LAWS(PVC)-1923-4-58

GARUDAPPA PERIA THIRUVADI AYYANGAR Vs. POOKUTTI JANAKI

Decided On April 19, 1923
GARUDAPPA PERIA THIRUVADI AYYANGAR Appellant
V/S
POOKUTTI JANAKI Respondents

JUDGEMENT

(1.) My learned brother has set out the facts of the case in his judgment which he is about to deliver and they need not, therefore, be repeated. I agree with him that the second appeal fails but for reasons somewhat different from his.

(2.) It seems to me clear that if a person buys property over which he has a mortgage himself and the mortgage in consequence becomes discharged by merger or by the terms of the sale- deed, he can never the less, use that mortgage as a shield against any puisne incumbrancer who attempts to enforce his claim against the property, unless his intention to extinguish the mortgage is clear otherwise. That is the principle of Section 101 of the Transfer of Property Act. The buyer cannot be credited with the intention of altogether extinguishing his mortgage for all purposes when it is found to be to his benefit to keep it alive, merely because in the deed of purchase a part of the purchase-money is treated as going in discharge of his mortgage. Whether the purchase is statedly of the whole property lor a price made up of the price of the equity of redemption and of the mortgage amount or whether it is, statedly, of the equity of redemption, only, the transaction is substantially the same; and as it is for his benefit to keep the first mortgage alive we cannot necessarily assume the existence of an intention on his part to extinguish it, even in the former case. See the decision in Chidambara Nadan V/s. Musuvathi Muni Nagendrayyan 58 Ind. Cas. 813 : 39 M.L.J. 445 : (1920) M.W.N. 534 : 12 L.W. 393 : 28 M.L.T. 300. The puisne mortgagee loses nothing by the first mortgage being used as a shield as he bargained only for a right subject to the first mortgage and there is no reason why his right should he enlarged because the prior mortgagee purchases the property. In the present case, therefore, I should have been prepared to hold that defendants Nos. 2 and 3 had not lost their right to plead their first mortgage under Exhibit I as against the plaintiff but for the covenant in their deed of purchase, Exhibit III, whereby they expressly undertook to pay off the whole of the plaintiff's mortgage amount. That, I think, makes the difference in this case.

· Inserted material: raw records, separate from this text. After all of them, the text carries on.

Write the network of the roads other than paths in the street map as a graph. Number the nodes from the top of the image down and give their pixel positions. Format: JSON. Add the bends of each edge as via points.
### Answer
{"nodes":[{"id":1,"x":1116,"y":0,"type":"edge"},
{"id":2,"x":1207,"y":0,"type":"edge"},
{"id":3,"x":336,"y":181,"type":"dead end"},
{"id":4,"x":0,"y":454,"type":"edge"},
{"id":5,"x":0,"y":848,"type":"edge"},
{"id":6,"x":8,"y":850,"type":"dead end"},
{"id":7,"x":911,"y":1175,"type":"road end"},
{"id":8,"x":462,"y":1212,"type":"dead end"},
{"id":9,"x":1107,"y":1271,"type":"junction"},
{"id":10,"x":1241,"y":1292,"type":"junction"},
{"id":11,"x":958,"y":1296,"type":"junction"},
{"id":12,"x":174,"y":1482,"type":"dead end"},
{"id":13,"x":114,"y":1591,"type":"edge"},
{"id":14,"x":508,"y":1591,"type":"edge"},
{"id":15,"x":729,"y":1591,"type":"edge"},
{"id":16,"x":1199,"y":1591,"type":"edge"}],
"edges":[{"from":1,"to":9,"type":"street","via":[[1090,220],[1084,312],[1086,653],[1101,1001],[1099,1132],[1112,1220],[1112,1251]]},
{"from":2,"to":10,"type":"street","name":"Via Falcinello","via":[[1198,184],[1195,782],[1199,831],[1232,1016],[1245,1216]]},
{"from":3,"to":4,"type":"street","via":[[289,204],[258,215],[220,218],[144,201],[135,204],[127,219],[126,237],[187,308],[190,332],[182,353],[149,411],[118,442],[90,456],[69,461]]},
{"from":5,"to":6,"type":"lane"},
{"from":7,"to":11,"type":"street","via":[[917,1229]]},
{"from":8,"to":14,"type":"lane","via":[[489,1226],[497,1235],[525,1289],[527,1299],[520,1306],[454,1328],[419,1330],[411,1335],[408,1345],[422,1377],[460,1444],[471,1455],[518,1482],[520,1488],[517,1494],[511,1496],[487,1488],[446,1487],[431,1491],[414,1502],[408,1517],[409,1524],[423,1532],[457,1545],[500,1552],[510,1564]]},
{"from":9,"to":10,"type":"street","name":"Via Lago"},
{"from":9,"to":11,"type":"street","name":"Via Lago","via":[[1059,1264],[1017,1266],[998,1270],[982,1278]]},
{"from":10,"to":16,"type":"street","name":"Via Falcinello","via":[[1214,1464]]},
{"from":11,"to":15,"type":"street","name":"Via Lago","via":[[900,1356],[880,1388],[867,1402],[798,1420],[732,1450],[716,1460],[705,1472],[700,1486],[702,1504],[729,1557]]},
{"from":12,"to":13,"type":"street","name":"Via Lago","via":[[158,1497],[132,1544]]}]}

(3.) Having covenanted to pay the plaintiff's mortgage amount themselves it is not open to them to deny their liability. It was contended that plaintiff cannot take advantage of the covenant in Exhibit III as she was no party to it and reference was made to Jamna Das V/s. Ram Autar Pande 13 Ind. Cas. 304 : 34 A. 63 : 16 C.W.N. 97 : 11 M.L.T. 6 : 9 A.L.J. 37 : (1912) M.W.N. 32 : 15 C.L.J. 68 : 14 Bom. L.R.I. : 21 M.W.J. 1158 : 39 I.A. 7 (P.C.), a decision of the Privy Council. This might be so; but the first defendant with whom the covenant was made and who is entitled to enforce it, is a party to this suit and has asked the Court to enforce it by making defendants Nos.2 and 3 pay the plaintiff's mortgage amount themselves by sale of Item No. 1 free of incumbrances. I do not see why that claim should not he enforced in this suit. Defendants Nos. 2 and 3 have no answer to that claim, It was argued that first defendant should be left to sue for damages for breach of covenant if he suffers any injury by reason of defendants Nos. 2 and 3 not paying off the plaintiff's mortgage. He will, no doubt, have a right to sue for damages but that is not a reason why in this suit itself when the parties are all before us their rights should not he adjusted. There is no necessity to drive the first defendant to a separate suit for damages. I would, therefore, in enforcement of the covenant between the first defendant and defendants Nos. 2 and 3, direct that Item No. 1 be sold free of any claims by the latter under their mortgage; and for that reason I would support the decree of the lower Appellate Court.